**About this exercise:** A verbatim transcription of the listing below is required, without its pictures.

**Supplied records:**
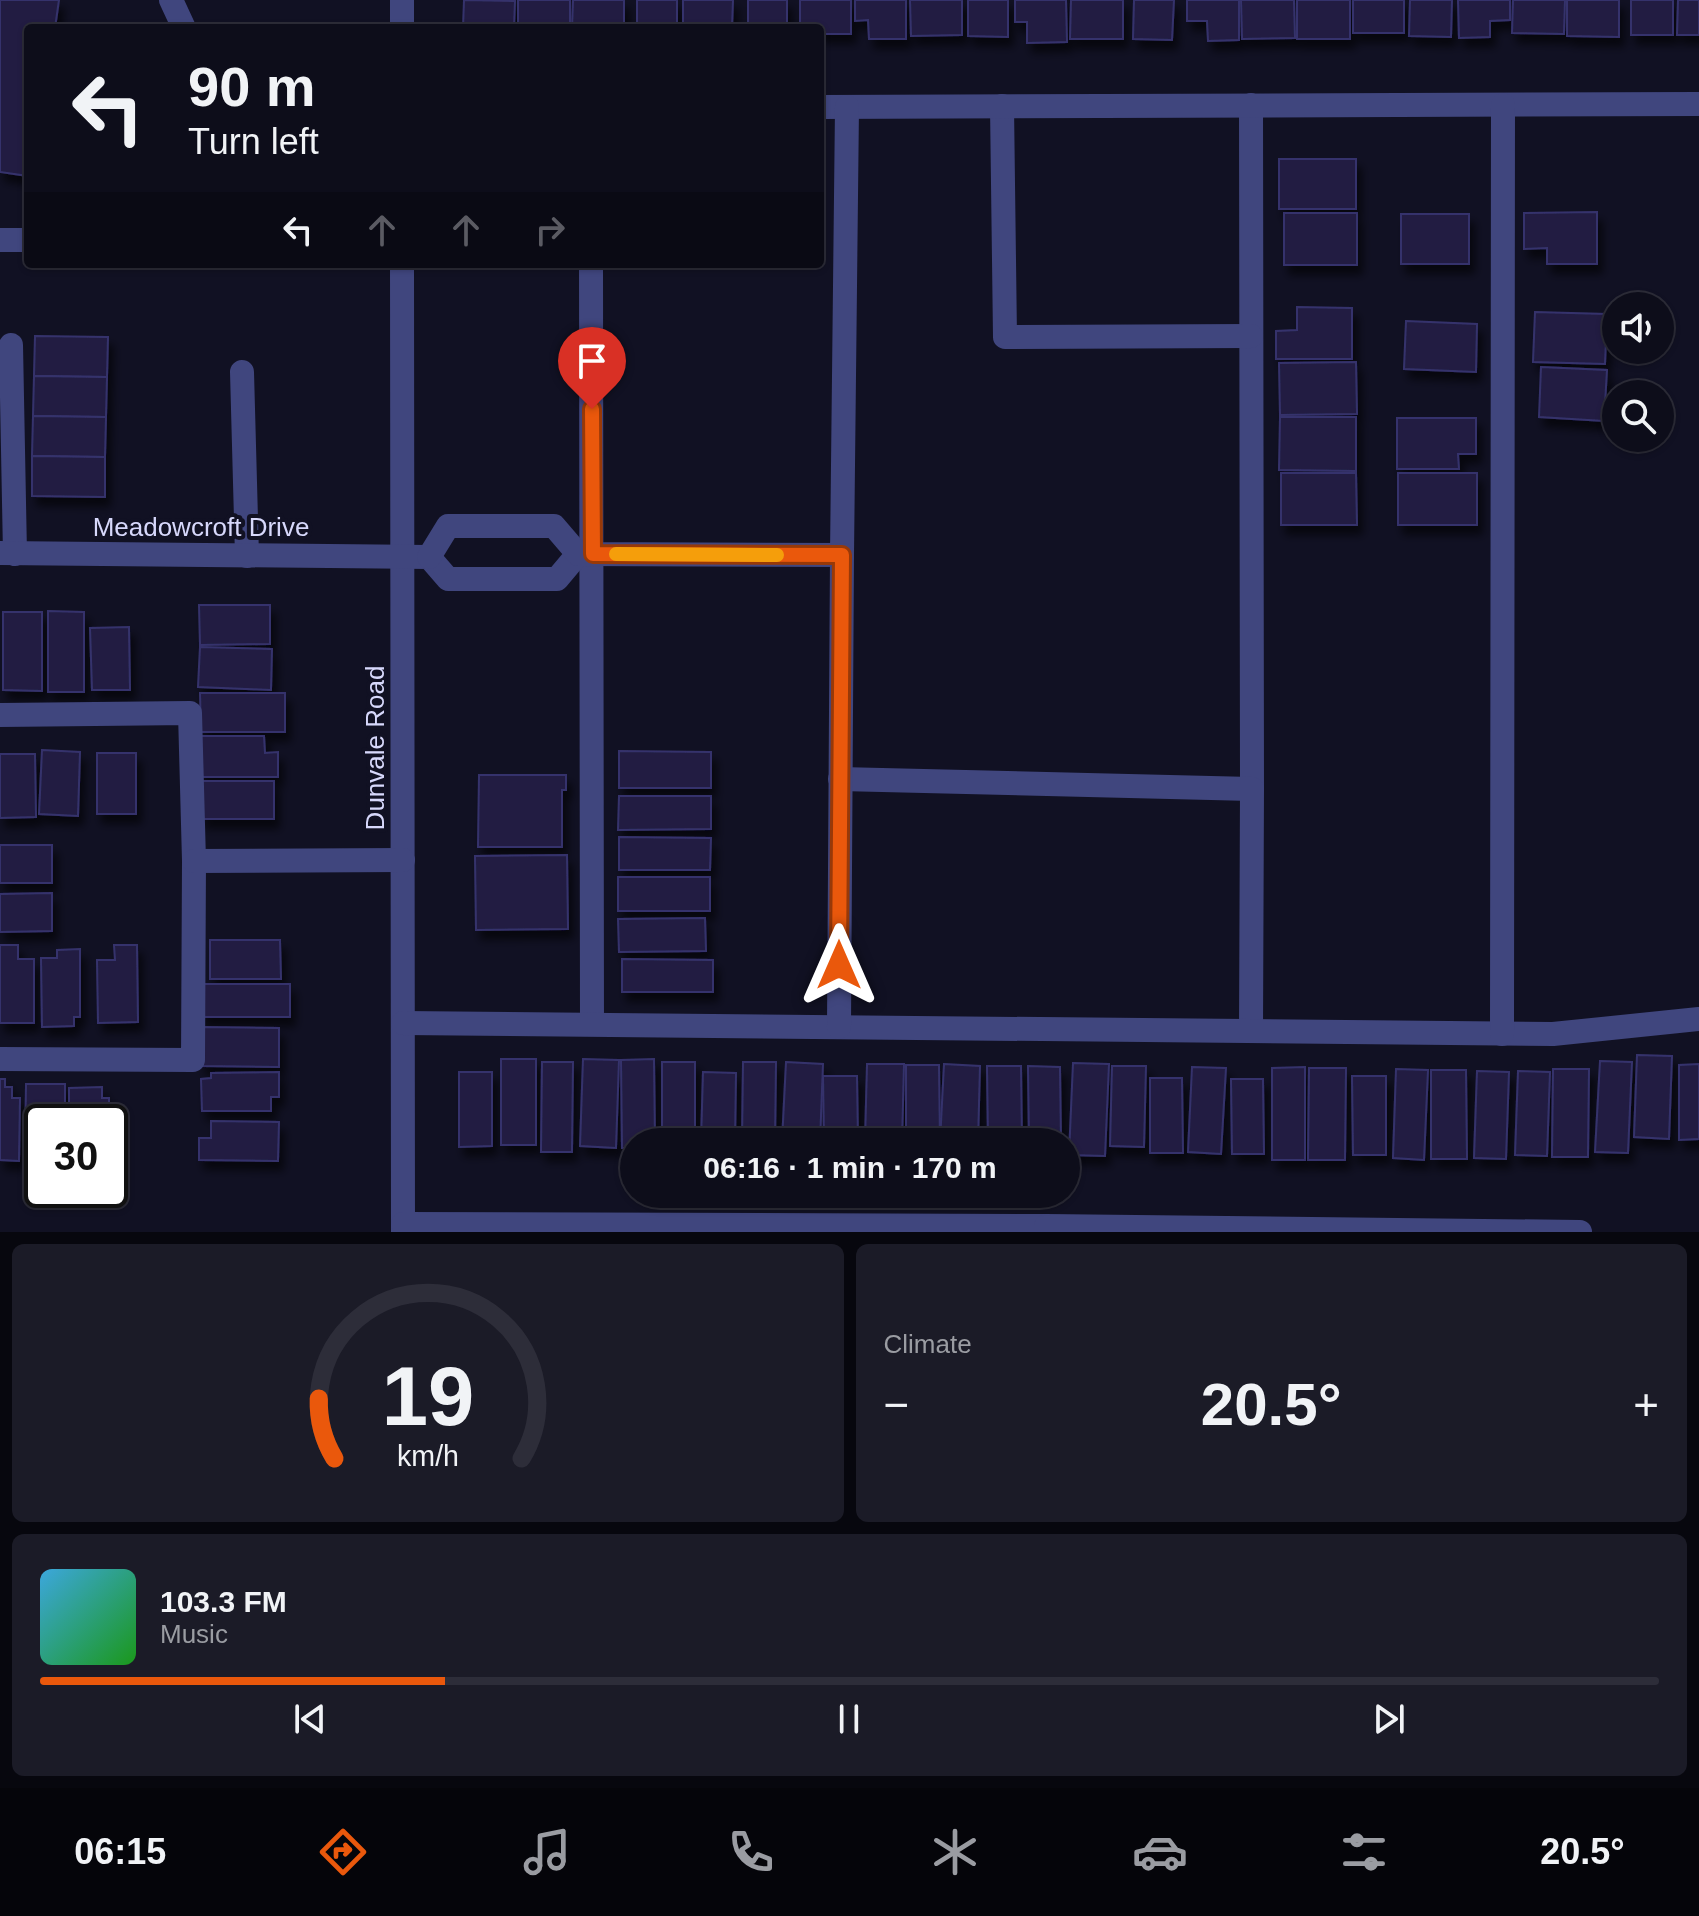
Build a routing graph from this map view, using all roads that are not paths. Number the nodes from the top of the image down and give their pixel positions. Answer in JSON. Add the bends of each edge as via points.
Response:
{"nodes":[{"id":1,"x":171,"y":0,"type":"edge"},
{"id":2,"x":402,"y":0,"type":"edge"},
{"id":3,"x":182,"y":24,"type":"edge"},
{"id":4,"x":402,"y":24,"type":"edge"},
{"id":5,"x":1699,"y":104,"type":"edge"},
{"id":6,"x":1251,"y":105,"type":"junction"},
{"id":7,"x":1503,"y":105,"type":"junction"},
{"id":8,"x":1002,"y":106,"type":"junction"},
{"id":9,"x":824,"y":107,"type":"edge"},
{"id":10,"x":847,"y":107,"type":"junction"},
{"id":11,"x":0,"y":240,"type":"edge"},
{"id":12,"x":24,"y":240,"type":"edge"},
{"id":13,"x":402,"y":268,"type":"edge"},
{"id":14,"x":591,"y":268,"type":"edge"},
{"id":15,"x":1251,"y":336,"type":"junction"},
{"id":16,"x":11,"y":345,"type":"dead end"},
{"id":17,"x":242,"y":372,"type":"dead end"},
{"id":18,"x":8,"y":554,"type":"edge"},
{"id":19,"x":586,"y":554,"type":"junction"},
{"id":20,"x":842,"y":555,"type":"junction"},
{"id":21,"x":247,"y":556,"type":"junction"},
{"id":22,"x":402,"y":557,"type":"junction"},
{"id":23,"x":429,"y":557,"type":"junction"},
{"id":24,"x":0,"y":715,"type":"edge"},
{"id":25,"x":840,"y":779,"type":"junction"},
{"id":26,"x":1252,"y":789,"type":"junction"},
{"id":27,"x":403,"y":860,"type":"junction"},
{"id":28,"x":194,"y":861,"type":"junction"},
{"id":29,"x":1699,"y":1019,"type":"edge"},
{"id":30,"x":403,"y":1023,"type":"junction"},
{"id":31,"x":592,"y":1024,"type":"junction"},
{"id":32,"x":839,"y":1027,"type":"junction"},
{"id":33,"x":1251,"y":1031,"type":"junction"},
{"id":34,"x":1502,"y":1034,"type":"junction"},
{"id":35,"x":0,"y":1059,"type":"edge"},
{"id":36,"x":403,"y":1228,"type":"edge"},
{"id":37,"x":1046,"y":1229,"type":"edge"},
{"id":38,"x":1580,"y":1232,"type":"edge"}],
"edges":[{"from":1,"to":3,"type":"street"},
{"from":2,"to":4,"type":"street"},
{"from":5,"to":7,"type":"street"},
{"from":6,"to":7,"type":"street"},
{"from":6,"to":8,"type":"street"},
{"from":6,"to":15,"type":"street"},
{"from":7,"to":34,"type":"street"},
{"from":8,"to":10,"type":"street"},
{"from":8,"to":15,"type":"street","via":[[1005,337]]},
{"from":9,"to":10,"type":"street"},
{"from":10,"to":20,"type":"street"},
{"from":11,"to":12,"type":"street"},
{"from":13,"to":22,"type":"street","name":"Dunvale Road"},
{"from":14,"to":19,"type":"street"},
{"from":15,"to":26,"type":"street"},
{"from":16,"to":18,"type":"street"},
{"from":17,"to":21,"type":"street"},
{"from":18,"to":21,"type":"street","name":"Meadowcroft Drive"},
{"from":19,"to":20,"type":"street"},
{"from":19,"to":23,"type":"street","via":[[557,579],[448,579]]},
{"from":19,"to":23,"type":"street","via":[[554,526],[448,526]]},
{"from":19,"to":31,"type":"street"},
{"from":20,"to":25,"type":"street"},
{"from":21,"to":22,"type":"street","name":"Meadowcroft Drive"},
{"from":22,"to":23,"type":"street","name":"Meadowcroft Drive"},
{"from":22,"to":27,"type":"street","name":"Dunvale Road"},
{"from":24,"to":28,"type":"street","via":[[190,713]]},
{"from":25,"to":26,"type":"street"},
{"from":25,"to":32,"type":"street"},
{"from":26,"to":33,"type":"street"},
{"from":27,"to":28,"type":"street"},
{"from":27,"to":30,"type":"street","name":"Dunvale Road"},
{"from":28,"to":35,"type":"street","via":[[193,1060]]},
{"from":29,"to":34,"type":"street"},
{"from":30,"to":31,"type":"street"},
{"from":30,"to":36,"type":"street","name":"Dunvale Road"},
{"from":31,"to":32,"type":"street"},
{"from":32,"to":33,"type":"street"},
{"from":33,"to":34,"type":"street"},
{"from":36,"to":37,"type":"street","via":[[455,1223]]},
{"from":37,"to":38,"type":"street"}]}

**Solution below:**
Build a routing graph from this map view, using all roads that are not paths. Number the nodes from the top of the image down and give their pixel positions. Answer in JSON. Add the bends of each edge as via points.
Response:
{"nodes":[{"id":1,"x":171,"y":0,"type":"edge"},
{"id":2,"x":402,"y":0,"type":"edge"},
{"id":3,"x":182,"y":24,"type":"edge"},
{"id":4,"x":402,"y":24,"type":"edge"},
{"id":5,"x":1699,"y":104,"type":"edge"},
{"id":6,"x":1251,"y":105,"type":"junction"},
{"id":7,"x":1503,"y":105,"type":"junction"},
{"id":8,"x":1002,"y":106,"type":"junction"},
{"id":9,"x":824,"y":107,"type":"edge"},
{"id":10,"x":847,"y":107,"type":"junction"},
{"id":11,"x":0,"y":240,"type":"edge"},
{"id":12,"x":24,"y":240,"type":"edge"},
{"id":13,"x":402,"y":268,"type":"edge"},
{"id":14,"x":591,"y":268,"type":"edge"},
{"id":15,"x":1251,"y":336,"type":"junction"},
{"id":16,"x":11,"y":345,"type":"dead end"},
{"id":17,"x":242,"y":372,"type":"dead end"},
{"id":18,"x":8,"y":554,"type":"edge"},
{"id":19,"x":586,"y":554,"type":"junction"},
{"id":20,"x":842,"y":555,"type":"junction"},
{"id":21,"x":247,"y":556,"type":"junction"},
{"id":22,"x":402,"y":557,"type":"junction"},
{"id":23,"x":429,"y":557,"type":"junction"},
{"id":24,"x":0,"y":715,"type":"edge"},
{"id":25,"x":840,"y":779,"type":"junction"},
{"id":26,"x":1252,"y":789,"type":"junction"},
{"id":27,"x":403,"y":860,"type":"junction"},
{"id":28,"x":194,"y":861,"type":"junction"},
{"id":29,"x":1699,"y":1019,"type":"edge"},
{"id":30,"x":403,"y":1023,"type":"junction"},
{"id":31,"x":592,"y":1024,"type":"junction"},
{"id":32,"x":839,"y":1027,"type":"junction"},
{"id":33,"x":1251,"y":1031,"type":"junction"},
{"id":34,"x":1502,"y":1034,"type":"junction"},
{"id":35,"x":0,"y":1059,"type":"edge"},
{"id":36,"x":403,"y":1228,"type":"edge"},
{"id":37,"x":1046,"y":1229,"type":"edge"},
{"id":38,"x":1580,"y":1232,"type":"edge"}],
"edges":[{"from":1,"to":3,"type":"street"},
{"from":2,"to":4,"type":"street"},
{"from":5,"to":7,"type":"street"},
{"from":6,"to":7,"type":"street"},
{"from":6,"to":8,"type":"street"},
{"from":6,"to":15,"type":"street"},
{"from":7,"to":34,"type":"street"},
{"from":8,"to":10,"type":"street"},
{"from":8,"to":15,"type":"street","via":[[1005,337]]},
{"from":9,"to":10,"type":"street"},
{"from":10,"to":20,"type":"street"},
{"from":11,"to":12,"type":"street"},
{"from":13,"to":22,"type":"street","name":"Dunvale Road"},
{"from":14,"to":19,"type":"street"},
{"from":15,"to":26,"type":"street"},
{"from":16,"to":18,"type":"street"},
{"from":17,"to":21,"type":"street"},
{"from":18,"to":21,"type":"street","name":"Meadowcroft Drive"},
{"from":19,"to":20,"type":"street"},
{"from":19,"to":23,"type":"street","via":[[557,579],[448,579]]},
{"from":19,"to":23,"type":"street","via":[[554,526],[448,526]]},
{"from":19,"to":31,"type":"street"},
{"from":20,"to":25,"type":"street"},
{"from":21,"to":22,"type":"street","name":"Meadowcroft Drive"},
{"from":22,"to":23,"type":"street","name":"Meadowcroft Drive"},
{"from":22,"to":27,"type":"street","name":"Dunvale Road"},
{"from":24,"to":28,"type":"street","via":[[190,713]]},
{"from":25,"to":26,"type":"street"},
{"from":25,"to":32,"type":"street"},
{"from":26,"to":33,"type":"street"},
{"from":27,"to":28,"type":"street"},
{"from":27,"to":30,"type":"street","name":"Dunvale Road"},
{"from":28,"to":35,"type":"street","via":[[193,1060]]},
{"from":29,"to":34,"type":"street"},
{"from":30,"to":31,"type":"street"},
{"from":30,"to":36,"type":"street","name":"Dunvale Road"},
{"from":31,"to":32,"type":"street"},
{"from":32,"to":33,"type":"street"},
{"from":33,"to":34,"type":"street"},
{"from":36,"to":37,"type":"street","via":[[455,1223]]},
{"from":37,"to":38,"type":"street"}]}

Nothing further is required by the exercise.